| Brief |
The records follow. Give them all back exactly.
(Data)
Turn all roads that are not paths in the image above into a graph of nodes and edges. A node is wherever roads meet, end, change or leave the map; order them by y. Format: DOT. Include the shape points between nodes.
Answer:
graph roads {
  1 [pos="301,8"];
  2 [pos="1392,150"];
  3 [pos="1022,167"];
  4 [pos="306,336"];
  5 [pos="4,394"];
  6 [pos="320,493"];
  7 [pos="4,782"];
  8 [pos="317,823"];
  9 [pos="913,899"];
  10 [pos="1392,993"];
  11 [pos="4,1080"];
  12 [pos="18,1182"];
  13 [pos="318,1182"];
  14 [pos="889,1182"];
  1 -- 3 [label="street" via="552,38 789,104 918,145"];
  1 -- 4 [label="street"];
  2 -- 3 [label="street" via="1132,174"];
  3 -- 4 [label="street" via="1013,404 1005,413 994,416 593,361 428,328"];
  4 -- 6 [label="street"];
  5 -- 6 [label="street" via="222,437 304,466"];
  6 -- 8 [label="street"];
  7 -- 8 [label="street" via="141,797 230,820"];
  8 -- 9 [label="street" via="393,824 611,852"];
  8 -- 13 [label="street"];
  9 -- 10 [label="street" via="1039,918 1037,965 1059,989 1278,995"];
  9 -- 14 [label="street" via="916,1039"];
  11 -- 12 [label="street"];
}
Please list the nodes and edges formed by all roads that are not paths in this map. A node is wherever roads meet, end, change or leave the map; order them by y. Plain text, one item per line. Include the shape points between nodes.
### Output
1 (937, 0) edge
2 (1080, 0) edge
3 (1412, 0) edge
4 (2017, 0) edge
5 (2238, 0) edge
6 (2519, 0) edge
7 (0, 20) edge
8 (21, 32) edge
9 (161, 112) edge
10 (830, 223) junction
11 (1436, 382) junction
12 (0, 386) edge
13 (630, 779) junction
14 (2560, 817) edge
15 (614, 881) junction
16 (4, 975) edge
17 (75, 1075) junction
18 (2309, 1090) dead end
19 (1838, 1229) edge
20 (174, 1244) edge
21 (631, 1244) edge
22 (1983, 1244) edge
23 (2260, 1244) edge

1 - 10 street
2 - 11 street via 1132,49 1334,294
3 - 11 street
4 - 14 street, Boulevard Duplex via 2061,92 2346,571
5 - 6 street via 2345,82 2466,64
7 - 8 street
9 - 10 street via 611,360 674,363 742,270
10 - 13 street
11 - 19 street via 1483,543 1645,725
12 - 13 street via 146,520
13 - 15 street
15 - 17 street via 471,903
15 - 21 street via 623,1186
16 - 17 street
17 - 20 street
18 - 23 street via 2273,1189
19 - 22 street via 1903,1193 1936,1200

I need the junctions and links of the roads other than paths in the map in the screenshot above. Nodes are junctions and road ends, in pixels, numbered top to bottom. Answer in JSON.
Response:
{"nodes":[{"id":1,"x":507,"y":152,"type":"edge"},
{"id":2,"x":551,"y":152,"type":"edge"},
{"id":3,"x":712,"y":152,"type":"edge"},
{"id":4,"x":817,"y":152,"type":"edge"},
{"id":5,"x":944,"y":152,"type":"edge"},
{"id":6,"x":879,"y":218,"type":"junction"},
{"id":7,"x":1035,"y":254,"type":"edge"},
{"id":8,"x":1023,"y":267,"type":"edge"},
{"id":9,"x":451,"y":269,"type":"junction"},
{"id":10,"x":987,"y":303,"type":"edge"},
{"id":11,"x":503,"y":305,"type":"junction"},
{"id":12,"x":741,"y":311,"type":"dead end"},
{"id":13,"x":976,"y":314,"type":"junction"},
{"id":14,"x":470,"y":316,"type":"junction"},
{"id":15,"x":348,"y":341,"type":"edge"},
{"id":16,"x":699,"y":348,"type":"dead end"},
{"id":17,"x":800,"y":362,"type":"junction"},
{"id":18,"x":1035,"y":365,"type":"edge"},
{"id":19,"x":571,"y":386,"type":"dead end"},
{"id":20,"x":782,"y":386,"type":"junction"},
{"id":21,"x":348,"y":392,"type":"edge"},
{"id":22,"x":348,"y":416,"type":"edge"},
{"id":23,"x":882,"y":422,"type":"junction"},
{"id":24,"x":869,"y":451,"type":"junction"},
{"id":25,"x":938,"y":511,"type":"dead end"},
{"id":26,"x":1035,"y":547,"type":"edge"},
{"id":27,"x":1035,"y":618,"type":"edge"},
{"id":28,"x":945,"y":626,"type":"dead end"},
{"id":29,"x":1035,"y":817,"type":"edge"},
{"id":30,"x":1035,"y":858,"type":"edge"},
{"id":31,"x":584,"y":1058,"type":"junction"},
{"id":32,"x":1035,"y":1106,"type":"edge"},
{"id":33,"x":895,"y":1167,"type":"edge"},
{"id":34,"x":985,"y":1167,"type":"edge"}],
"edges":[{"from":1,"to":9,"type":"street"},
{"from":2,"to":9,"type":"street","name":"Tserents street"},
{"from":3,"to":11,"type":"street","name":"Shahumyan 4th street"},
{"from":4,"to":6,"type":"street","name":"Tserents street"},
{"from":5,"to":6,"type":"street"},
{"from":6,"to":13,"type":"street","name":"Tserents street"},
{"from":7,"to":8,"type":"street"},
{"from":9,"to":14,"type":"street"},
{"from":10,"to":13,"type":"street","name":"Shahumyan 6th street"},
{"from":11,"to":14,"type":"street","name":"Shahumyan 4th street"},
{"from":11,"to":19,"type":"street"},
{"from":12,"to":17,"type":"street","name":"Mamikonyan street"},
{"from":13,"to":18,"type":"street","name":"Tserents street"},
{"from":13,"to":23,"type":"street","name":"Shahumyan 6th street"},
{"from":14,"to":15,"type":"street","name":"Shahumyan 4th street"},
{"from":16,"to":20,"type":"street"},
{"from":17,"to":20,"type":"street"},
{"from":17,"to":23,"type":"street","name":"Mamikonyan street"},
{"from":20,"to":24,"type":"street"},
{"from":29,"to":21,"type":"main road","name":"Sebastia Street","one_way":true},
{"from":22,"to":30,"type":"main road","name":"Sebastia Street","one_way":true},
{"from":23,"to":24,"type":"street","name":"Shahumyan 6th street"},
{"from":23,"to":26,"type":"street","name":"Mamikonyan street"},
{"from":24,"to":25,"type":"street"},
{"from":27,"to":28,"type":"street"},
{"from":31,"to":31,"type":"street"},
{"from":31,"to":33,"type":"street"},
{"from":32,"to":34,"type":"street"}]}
(End Data)
| Written solution |
Turn all roads that are not paths in the image above into a graph of nodes and edges. A node is wherever roads meet, end, change or leave the map; order them by y. Format: DOT. Include the shape points between nodes.
Answer:
graph roads {
  1 [pos="301,8"];
  2 [pos="1392,150"];
  3 [pos="1022,167"];
  4 [pos="306,336"];
  5 [pos="4,394"];
  6 [pos="320,493"];
  7 [pos="4,782"];
  8 [pos="317,823"];
  9 [pos="913,899"];
  10 [pos="1392,993"];
  11 [pos="4,1080"];
  12 [pos="18,1182"];
  13 [pos="318,1182"];
  14 [pos="889,1182"];
  1 -- 3 [label="street" via="552,38 789,104 918,145"];
  1 -- 4 [label="street"];
  2 -- 3 [label="street" via="1132,174"];
  3 -- 4 [label="street" via="1013,404 1005,413 994,416 593,361 428,328"];
  4 -- 6 [label="street"];
  5 -- 6 [label="street" via="222,437 304,466"];
  6 -- 8 [label="street"];
  7 -- 8 [label="street" via="141,797 230,820"];
  8 -- 9 [label="street" via="393,824 611,852"];
  8 -- 13 [label="street"];
  9 -- 10 [label="street" via="1039,918 1037,965 1059,989 1278,995"];
  9 -- 14 [label="street" via="916,1039"];
  11 -- 12 [label="street"];
}
Please list the nodes and edges formed by all roads that are not paths in this map. A node is wherever roads meet, end, change or leave the map; order them by y. Plain text, one item per line. Include the shape points between nodes.
### Output
1 (937, 0) edge
2 (1080, 0) edge
3 (1412, 0) edge
4 (2017, 0) edge
5 (2238, 0) edge
6 (2519, 0) edge
7 (0, 20) edge
8 (21, 32) edge
9 (161, 112) edge
10 (830, 223) junction
11 (1436, 382) junction
12 (0, 386) edge
13 (630, 779) junction
14 (2560, 817) edge
15 (614, 881) junction
16 (4, 975) edge
17 (75, 1075) junction
18 (2309, 1090) dead end
19 (1838, 1229) edge
20 (174, 1244) edge
21 (631, 1244) edge
22 (1983, 1244) edge
23 (2260, 1244) edge

1 - 10 street
2 - 11 street via 1132,49 1334,294
3 - 11 street
4 - 14 street, Boulevard Duplex via 2061,92 2346,571
5 - 6 street via 2345,82 2466,64
7 - 8 street
9 - 10 street via 611,360 674,363 742,270
10 - 13 street
11 - 19 street via 1483,543 1645,725
12 - 13 street via 146,520
13 - 15 street
15 - 17 street via 471,903
15 - 21 street via 623,1186
16 - 17 street
17 - 20 street
18 - 23 street via 2273,1189
19 - 22 street via 1903,1193 1936,1200

I need the junctions and links of the roads other than paths in the map in the screenshot above. Nodes are junctions and road ends, in pixels, numbered top to bottom. Answer in JSON.
Response:
{"nodes":[{"id":1,"x":507,"y":152,"type":"edge"},
{"id":2,"x":551,"y":152,"type":"edge"},
{"id":3,"x":712,"y":152,"type":"edge"},
{"id":4,"x":817,"y":152,"type":"edge"},
{"id":5,"x":944,"y":152,"type":"edge"},
{"id":6,"x":879,"y":218,"type":"junction"},
{"id":7,"x":1035,"y":254,"type":"edge"},
{"id":8,"x":1023,"y":267,"type":"edge"},
{"id":9,"x":451,"y":269,"type":"junction"},
{"id":10,"x":987,"y":303,"type":"edge"},
{"id":11,"x":503,"y":305,"type":"junction"},
{"id":12,"x":741,"y":311,"type":"dead end"},
{"id":13,"x":976,"y":314,"type":"junction"},
{"id":14,"x":470,"y":316,"type":"junction"},
{"id":15,"x":348,"y":341,"type":"edge"},
{"id":16,"x":699,"y":348,"type":"dead end"},
{"id":17,"x":800,"y":362,"type":"junction"},
{"id":18,"x":1035,"y":365,"type":"edge"},
{"id":19,"x":571,"y":386,"type":"dead end"},
{"id":20,"x":782,"y":386,"type":"junction"},
{"id":21,"x":348,"y":392,"type":"edge"},
{"id":22,"x":348,"y":416,"type":"edge"},
{"id":23,"x":882,"y":422,"type":"junction"},
{"id":24,"x":869,"y":451,"type":"junction"},
{"id":25,"x":938,"y":511,"type":"dead end"},
{"id":26,"x":1035,"y":547,"type":"edge"},
{"id":27,"x":1035,"y":618,"type":"edge"},
{"id":28,"x":945,"y":626,"type":"dead end"},
{"id":29,"x":1035,"y":817,"type":"edge"},
{"id":30,"x":1035,"y":858,"type":"edge"},
{"id":31,"x":584,"y":1058,"type":"junction"},
{"id":32,"x":1035,"y":1106,"type":"edge"},
{"id":33,"x":895,"y":1167,"type":"edge"},
{"id":34,"x":985,"y":1167,"type":"edge"}],
"edges":[{"from":1,"to":9,"type":"street"},
{"from":2,"to":9,"type":"street","name":"Tserents street"},
{"from":3,"to":11,"type":"street","name":"Shahumyan 4th street"},
{"from":4,"to":6,"type":"street","name":"Tserents street"},
{"from":5,"to":6,"type":"street"},
{"from":6,"to":13,"type":"street","name":"Tserents street"},
{"from":7,"to":8,"type":"street"},
{"from":9,"to":14,"type":"street"},
{"from":10,"to":13,"type":"street","name":"Shahumyan 6th street"},
{"from":11,"to":14,"type":"street","name":"Shahumyan 4th street"},
{"from":11,"to":19,"type":"street"},
{"from":12,"to":17,"type":"street","name":"Mamikonyan street"},
{"from":13,"to":18,"type":"street","name":"Tserents street"},
{"from":13,"to":23,"type":"street","name":"Shahumyan 6th street"},
{"from":14,"to":15,"type":"street","name":"Shahumyan 4th street"},
{"from":16,"to":20,"type":"street"},
{"from":17,"to":20,"type":"street"},
{"from":17,"to":23,"type":"street","name":"Mamikonyan street"},
{"from":20,"to":24,"type":"street"},
{"from":29,"to":21,"type":"main road","name":"Sebastia Street","one_way":true},
{"from":22,"to":30,"type":"main road","name":"Sebastia Street","one_way":true},
{"from":23,"to":24,"type":"street","name":"Shahumyan 6th street"},
{"from":23,"to":26,"type":"street","name":"Mamikonyan street"},
{"from":24,"to":25,"type":"street"},
{"from":27,"to":28,"type":"street"},
{"from":31,"to":31,"type":"street"},
{"from":31,"to":33,"type":"street"},
{"from":32,"to":34,"type":"street"}]}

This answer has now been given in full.